Days 4 & 5: Polar Bear Photography in Kaktovik
Over the next two days
we are immersed in the world of the polar bear. Each morning, following breakfast, we board the boats to spend three hours cruising close to shore to look for bears. After returning for lunch and some rest time at the hotel, we depart on another three-hour outing each afternoon. The sight of the bears induces sheer delight, and we may get photos of lone males, mothers with growing cubs, or sparring juvenile males learning to play-fight. At times, the bears may be resting, so we never know exactly what to expect. Keep your camera poised for other Arctic wildlife, too, such as wolves, Arctic fox
and seabirds. The realm we explore is one of the most primitive and untouched places on the continent. Protected as part of the Arctic Refuge—the largest wildlife sanctuary in the United States—this land is unmarred by any roads or trails, and Kaktovik is the only human habitation inside its bounds.
While we can never predict how many bears we may see, their numbers are increasing around Kaktovik. The reason is a warming climate. In years past, the Beaufort Sea remained mostly frozen year-round, with pack ice accessible not far offshore. Now, the ice is melting earlier, what remains may be 200 miles away, and freeze-up happens later. Since seal hunting—the polar bears’ main means of sustenance—requires sea ice, the Southern Beaufort population is being forced to adapt. In Kaktovik, the bears have found an alternate food source to sustain them through the lean summer and autumn months: the carcasses of several bowhead whales that Native villagers are permitted to harvest seasonally as part of their traditional subsistence lifestyle and ancient cultural practice.

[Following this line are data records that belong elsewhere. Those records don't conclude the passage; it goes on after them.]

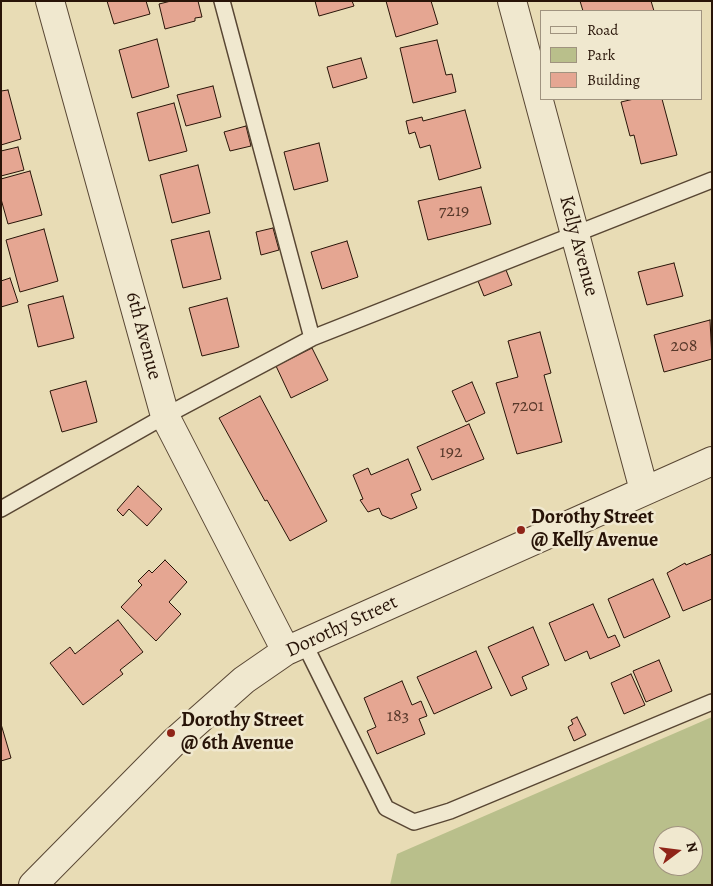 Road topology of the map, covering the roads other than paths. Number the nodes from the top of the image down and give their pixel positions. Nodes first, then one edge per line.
1 (50, 1) edge
2 (222, 1) edge
3 (512, 1) edge
4 (712, 180) edge
5 (575, 234) junction
6 (312, 338) junction
7 (165, 416) junction
8 (712, 461) edge
9 (644, 490) junction
10 (1, 509) edge
11 (295, 647) junction
12 (712, 702) edge
13 (33, 885) edge

1 - 7 street, 6th Avenue
2 - 6 lane
3 - 5 street, Kelly Avenue
4 - 5 lane
5 - 6 lane
5 - 9 street, Kelly Avenue
6 - 7 lane
7 - 10 lane
7 - 11 street, 6th Avenue
8 - 9 street, Dorothy Street
9 - 11 street, Dorothy Street
11 - 12 lane
11 - 13 street, Dorothy Street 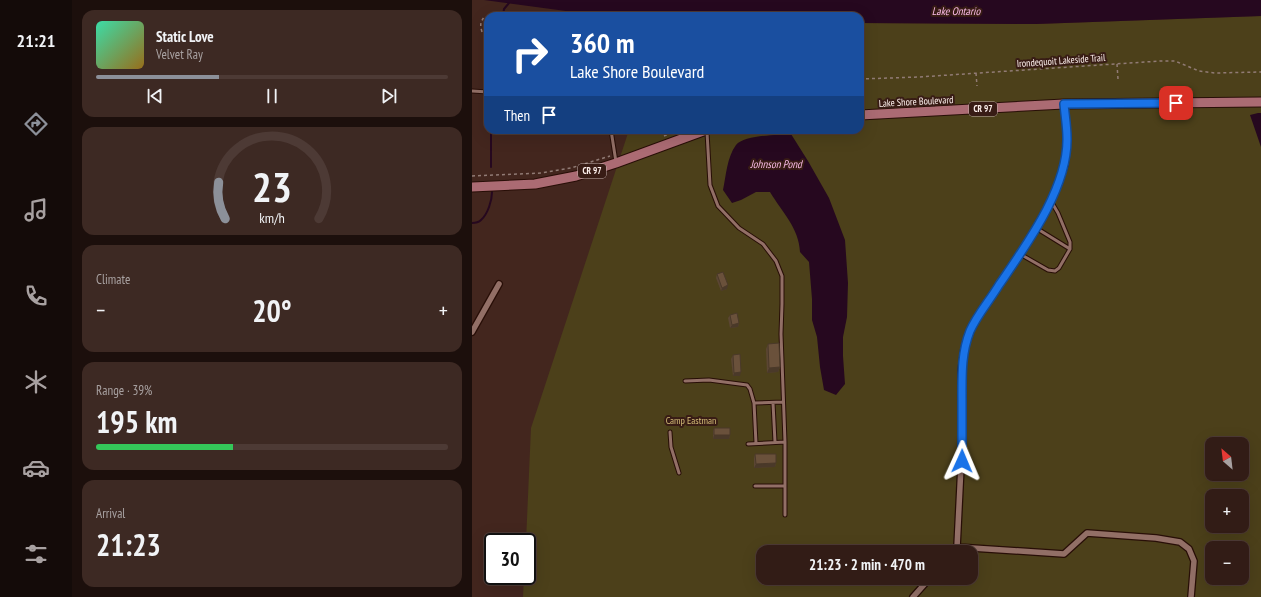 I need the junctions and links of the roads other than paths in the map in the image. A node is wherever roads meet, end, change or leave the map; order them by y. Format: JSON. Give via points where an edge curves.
{"nodes":[{"id":1,"x":472,"y":91,"type":"edge"},
{"id":2,"x":484,"y":92,"type":"edge"},
{"id":3,"x":1261,"y":102,"type":"edge"},
{"id":4,"x":1064,"y":104,"type":"junction"},
{"id":5,"x":864,"y":115,"type":"edge"},
{"id":6,"x":612,"y":134,"type":"edge"},
{"id":7,"x":693,"y":134,"type":"edge"},
{"id":8,"x":706,"y":134,"type":"edge"},
{"id":9,"x":615,"y":159,"type":"junction"},
{"id":10,"x":472,"y":187,"type":"edge"},
{"id":11,"x":1051,"y":201,"type":"junction"},
{"id":12,"x":1036,"y":228,"type":"junction"},
{"id":13,"x":1070,"y":249,"type":"junction"},
{"id":14,"x":1020,"y":254,"type":"junction"},
{"id":15,"x":499,"y":284,"type":"dead end"},
{"id":16,"x":472,"y":332,"type":"edge"},
{"id":17,"x":685,"y":381,"type":"dead end"},
{"id":18,"x":773,"y":402,"type":"junction"},
{"id":19,"x":783,"y":402,"type":"junction"},
{"id":20,"x":754,"y":403,"type":"junction"},
{"id":21,"x":670,"y":432,"type":"dead end"},
{"id":22,"x":775,"y":442,"type":"junction"},
{"id":23,"x":784,"y":442,"type":"junction"},
{"id":24,"x":756,"y":443,"type":"junction"},
{"id":25,"x":748,"y":444,"type":"dead end"},
{"id":26,"x":678,"y":473,"type":"dead end"},
{"id":27,"x":755,"y":486,"type":"dead end"},
{"id":28,"x":785,"y":486,"type":"junction"},
{"id":29,"x":785,"y":516,"type":"dead end"},
{"id":30,"x":958,"y":545,"type":"edge"},
{"id":31,"x":978,"y":548,"type":"edge"},
{"id":32,"x":924,"y":585,"type":"edge"},
{"id":33,"x":913,"y":597,"type":"edge"},
{"id":34,"x":1192,"y":597,"type":"edge"}],
"edges":[{"from":1,"to":2,"type":"lane"},
{"from":3,"to":4,"type":"main road","name":"Lake Shore Boulevard","number":"CR 97"},
{"from":4,"to":5,"type":"main road","name":"Lake Shore Boulevard","number":"CR 97"},
{"from":4,"to":11,"type":"street","via":[[1067,138],[1065,164]]},
{"from":6,"to":9,"type":"lane"},
{"from":7,"to":9,"type":"main road","number":"CR 97"},
{"from":8,"to":19,"type":"lane","via":[[710,185],[718,206],[739,228],[763,244],[776,261],[782,276]]},
{"from":9,"to":10,"type":"main road","number":"CR 97","via":[[576,176],[535,184]]},
{"from":11,"to":12,"type":"street"},
{"from":11,"to":13,"type":"lane","via":[[1070,242]]},
{"from":12,"to":13,"type":"lane"},
{"from":12,"to":14,"type":"street"},
{"from":13,"to":14,"type":"lane","via":[[1059,268],[1055,270],[1048,270]]},
{"from":14,"to":30,"type":"street","via":[[980,313],[964,349],[961,371],[962,446]]},
{"from":15,"to":16,"type":"street"},
{"from":17,"to":20,"type":"lane","via":[[709,380],[747,384]]},
{"from":18,"to":19,"type":"lane"},
{"from":18,"to":20,"type":"lane"},
{"from":18,"to":22,"type":"lane"},
{"from":19,"to":23,"type":"lane"},
{"from":20,"to":24,"type":"lane"},
{"from":21,"to":26,"type":"lane"},
{"from":22,"to":23,"type":"lane"},
{"from":22,"to":24,"type":"lane"},
{"from":23,"to":28,"type":"lane"},
{"from":24,"to":25,"type":"lane"},
{"from":27,"to":28,"type":"lane"},
{"from":28,"to":29,"type":"lane"},
{"from":31,"to":34,"type":"street","via":[[1064,554],[1087,533],[1180,542],[1189,549],[1194,561]]},
{"from":32,"to":33,"type":"street"}]}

While we are here to enjoy the presence of wild polar bears and to capture thrilling photos of them, we are also witnessing profound changes in a rapidly warming Arctic, which are creating the very phenomenon we have come to see. Evening conversations with local people provide further insight into Arctic life in the 21st century, and we learn about how people are also trying to adapt.

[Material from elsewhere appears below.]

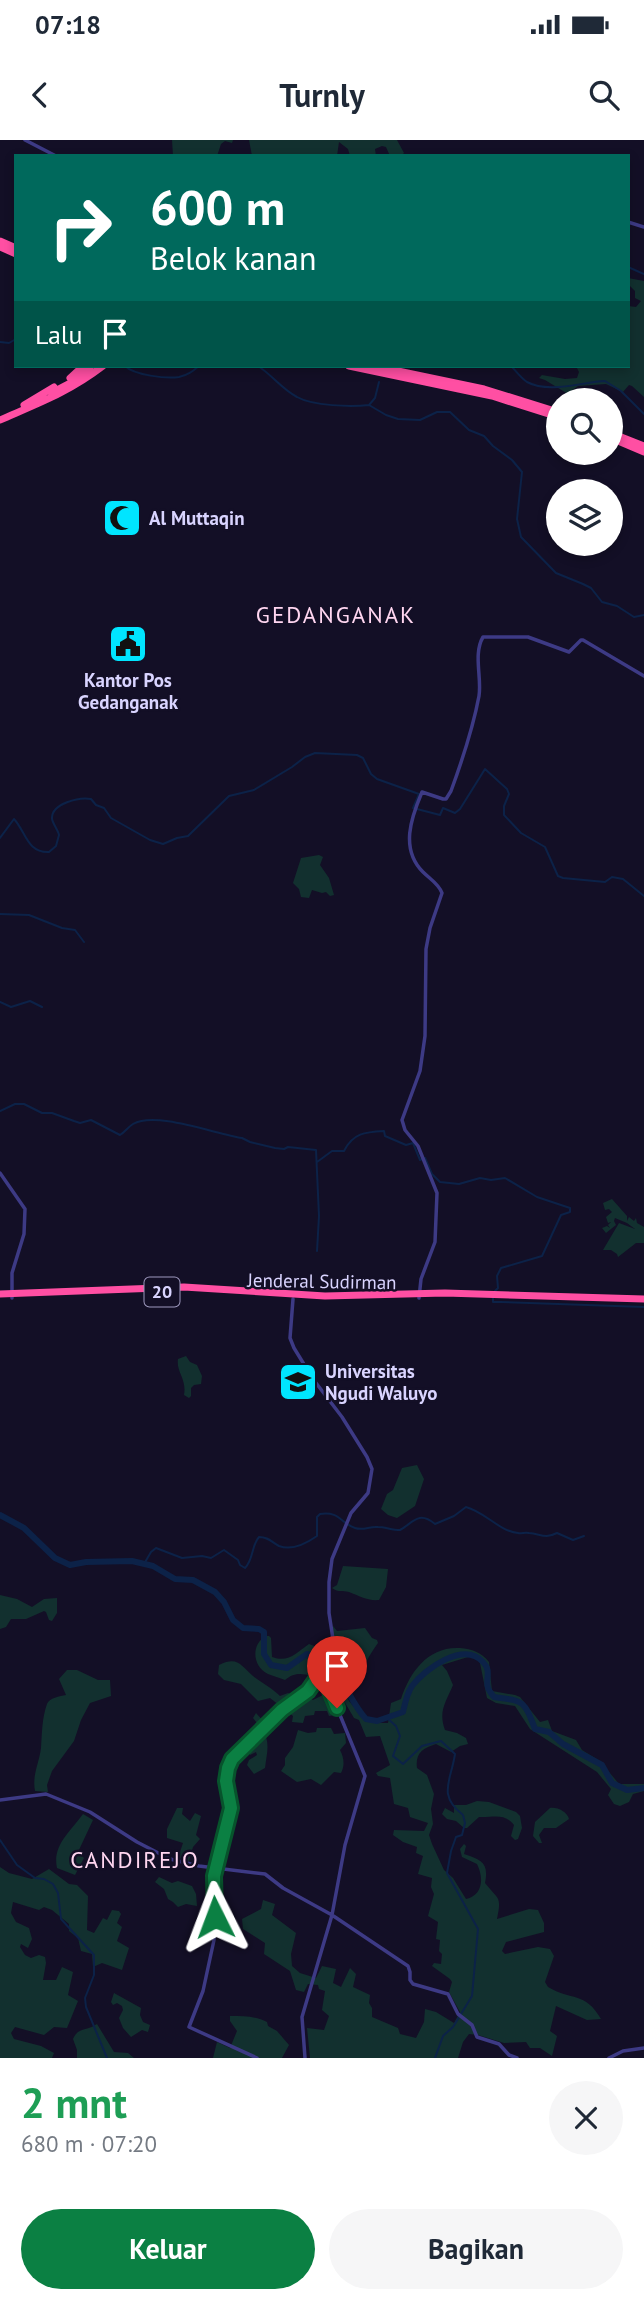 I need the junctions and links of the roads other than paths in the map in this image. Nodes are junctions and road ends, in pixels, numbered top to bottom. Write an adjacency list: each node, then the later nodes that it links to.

Day 6: Polar Bear Viewing / Fly to Fairbanks
After breakfast, we are scheduled to make a sixth and final boat excursion among the polar bears, capturing a final chance to capture photos that are the hallmark of this singular experience. We return to the hotel for lunch before boarding our private chartered flight back to Fairbanks this afternoon. On arrival, transfer to our hotel on the banks of the Chena River in the heart of lively downtown Fairbanks. This evening, share your favorite moments with the polar bears over a farewell dinner.
Day 7: Fairbanks / Depart
Today, our Alaska polar bear photo safari comes to a close as we transfer to the airport for flights home.
Please note: Our daily itinerary is contingent upon weather and local conditions. Exact timing and activities will depend upon those circumstances and are at the discretion of our Expedition Leader. Because weather can affect the limited number of scheduled commercial flights to and from Kaktovik, we choose to charter our own private aircraft for maximum convenience and flexibility.